Take the lines below beginning at the line that has "<< /PageSize [446" and stopping after the line that has "4 setmiterlimit", and print them exactly as they are, with no other lines.

* DATASET CONTENT *
-- -- --
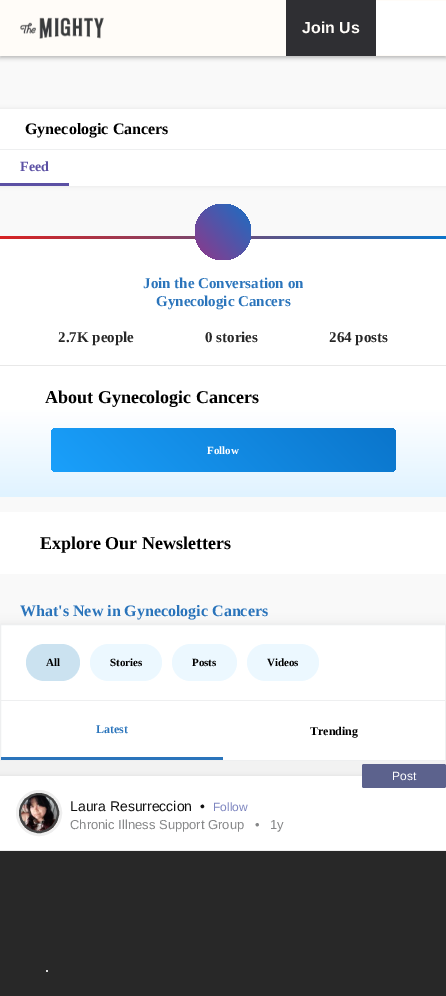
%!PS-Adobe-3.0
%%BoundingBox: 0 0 446 996
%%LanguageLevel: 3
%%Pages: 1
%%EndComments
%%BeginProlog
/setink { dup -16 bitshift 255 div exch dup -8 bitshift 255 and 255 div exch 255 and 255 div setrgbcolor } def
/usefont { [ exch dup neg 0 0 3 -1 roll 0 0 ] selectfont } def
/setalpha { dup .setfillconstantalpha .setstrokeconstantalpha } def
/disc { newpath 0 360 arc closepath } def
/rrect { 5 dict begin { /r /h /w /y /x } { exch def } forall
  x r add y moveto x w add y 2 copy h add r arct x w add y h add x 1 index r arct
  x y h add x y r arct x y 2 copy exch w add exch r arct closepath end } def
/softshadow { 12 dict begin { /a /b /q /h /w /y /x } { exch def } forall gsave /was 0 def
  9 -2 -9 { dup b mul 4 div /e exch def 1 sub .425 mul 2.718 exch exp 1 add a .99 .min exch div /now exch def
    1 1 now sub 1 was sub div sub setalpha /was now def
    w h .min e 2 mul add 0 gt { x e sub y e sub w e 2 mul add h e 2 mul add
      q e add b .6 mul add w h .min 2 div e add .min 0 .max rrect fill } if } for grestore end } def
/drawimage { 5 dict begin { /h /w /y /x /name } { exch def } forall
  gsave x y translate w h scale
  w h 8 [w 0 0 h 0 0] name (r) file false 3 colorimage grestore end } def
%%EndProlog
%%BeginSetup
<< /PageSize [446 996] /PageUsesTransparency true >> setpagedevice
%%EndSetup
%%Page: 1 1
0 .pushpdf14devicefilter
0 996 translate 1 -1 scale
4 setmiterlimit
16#F9F9F9 setink
0 0 446 996 rectfill
16#000000 setink
0 2 446 56 0 2 0.25 softshadow
16#FFFCF8 setink
0 0 446 56 rectfill
(img1.raw) 20 17 84 22 drawimage
16#2F2F33 setink
286 0 90 56 rectfill
/LiberationSans-Bold 16 usefont
16#FFFCF8 setink
302 33 moveto (Join Us) show
16#FFFFFF setink
376 1 70 54 rectfill
16#000000 setink
0 109 446 77 0 2 0.08 softshadow
16#FFFFFF setink
0 109 446 77 rectfill
/LiberationSerif-Bold 16 usefont
16#000000 setink
25 134 moveto (Gynecologic Cancers) show
16#EEEFF0 setink
0 149 446 1 rectfill
16#5B50A4 setink
0 183 69 3 rectfill
/LiberationSerif-Bold 14 usefont
20 171 moveto (Feed) show
gsave 0 239 moveto 446 239 lineto 446 497 lineto 0 497 lineto closepath clip newpath
<< /ShadingType 2 /ColorSpace /DeviceRGB /Coords [223 239 223 515] /Extend [true true] /Function << /FunctionType 3 /Domain [0 1] /Functions [<< /FunctionType 2 /Domain [0 1] /C0 [1 1 1] /C1 [1 1 1] /N 1 >> << /FunctionType 2 /Domain [0 1] /C0 [1 1 1] /C1 [0.851 0.941 1] /N 1 >>] /Bounds [0.62] /Encode [0 1 0 1] >> >> shfill grestore
(img2.raw) 0 236 446 3 drawimage
16#E8E8E8 setink
0 365 446 1 rectfill
gsave 223 232 28 disc clip newpath
<< /ShadingType 2 /ColorSpace /DeviceRGB /Coords [194 259 259 199] /Extend [true true] /Function << /FunctionType 3 /Domain [0 1] /Functions [<< /FunctionType 2 /Domain [0 1] /C0 [0.537 0.231 0.553] /C1 [0.537 0.231 0.553] /N 1 >> << /FunctionType 2 /Domain [0 1] /C0 [0.537 0.231 0.553] /C1 [0.043 0.459 0.796] /N 1 >>] /Bounds [0.06] /Encode [0 1 0 1] >> >> shfill grestore
/LiberationSerif-Bold 15 usefont
16#2A74BB setink
143 288 moveto (Join the Conversation on) show
156 306 moveto (Gynecologic Cancers) show
16#272727 setink
[
    [(2.7K people) 58 342]
    [(0 stories) 205 342]
    [(264 posts) 329 342]
] { aload pop moveto show } forall
/LiberationSerif-Bold 18 usefont
16#000000 setink
45 403 moveto (About Gynecologic Cancers) show
gsave 51 428 345 44 5 rrect clip newpath
<< /ShadingType 2 /ColorSpace /DeviceRGB /Coords [126 547 321 353] /Extend [true true] /Function << /FunctionType 2 /Domain [0 1] /C0 [0.102 0.627 0.984] /C1 [0.043 0.459 0.796] /N 1 >> >> shfill grestore
/LiberationSerif-Bold 11 usefont
16#FFFFFF setink
207 454 moveto (Follow) show
0 512 446 62 rectfill
/LiberationSerif-Bold 18 usefont
16#000000 setink
40 549 moveto (Explore Our Newsletters) show
/LiberationSerif-Bold 16 usefont
16#2A74BB setink
20 616 moveto (What's New in Gynecologic Cancers) show
16#000000 setink
0 624 446 137 0 5 0.07 softshadow
16#FFFFFF setink
0.5 624.5 moveto 445.5 624.5 lineto 445.5 760.5 lineto 0.5 760.5 lineto closepath gsave fill grestore
16#EEEFF0 setink
stroke
16#CBE2F0 setink
26 644 54 37 18.5 rrect fill
/LiberationSerif-Bold 11 usefont
16#000000 setink
46 666 moveto (All) show
16#ECF8FF setink
90 644 72 37 18.5 rrect fill
16#000000 setink
110 666 moveto (Stories) show
16#ECF8FF setink
172 644 65 37 18.5 rrect fill
16#000000 setink
192 666 moveto (Posts) show
16#ECF8FF setink
247 644 72 37 18.5 rrect fill
16#000000 setink
267 666 moveto (Videos) show
16#EEEFF0 setink
1 700 444 1 rectfill
16#2A74BB setink
1 757 222 3 rectfill
/LiberationSerif-Bold 12 usefont
96 733 moveto (Latest) show
16#000000 setink
310 735 moveto (Trending) show
16#F2F2F2 setink
0 761 446 15 rectfill
16#000000 setink
0 776 446 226 0 2 0.08 softshadow
16#FFFFFF setink
0 776 446 74 rectfill
16#5C628D setink
362 764 84 24 2 rrect fill
/LiberationSans-Regular 12 usefont
16#FFFFFF setink
392 780 moveto (Post) show
16#EEEEEE setink
3 setlinewidth
39 813 21.5 disc stroke
(img3.raw) 21 795 36 36 drawimage
16#444444 setink
2 setlinewidth
39 813 19 disc stroke
/LiberationSans-Regular 14 usefont
16#111111 setink
70 811 moveto (Laura Resurreccion) show
200 811 moveto (•) show
/LiberationSans-Regular 12 usefont
16#7D85BF setink
213 811 moveto (Follow) show
/LiberationSans-Regular 13 usefont
16#868788 setink
[
    [(Chronic Illness Support Group) 70 829]
    [(•) 255 829]
    [(1y) 270 829]
] { aload pop moveto show } forall
[
    [0 850 446 1 16#EEEEEE]
    [0 851 446 145 16#282828]
    [46 970 2 2 16#DBDBDB]
] { aload pop setink rectfill } forall
.poppdf14devicefilter showpage
%%EOF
-- -- --
* EXERCISE OUTPUT *
<< /PageSize [446 996] /PageUsesTransparency true >> setpagedevice
%%EndSetup
%%Page: 1 1
0 .pushpdf14devicefilter
0 996 translate 1 -1 scale
4 setmiterlimit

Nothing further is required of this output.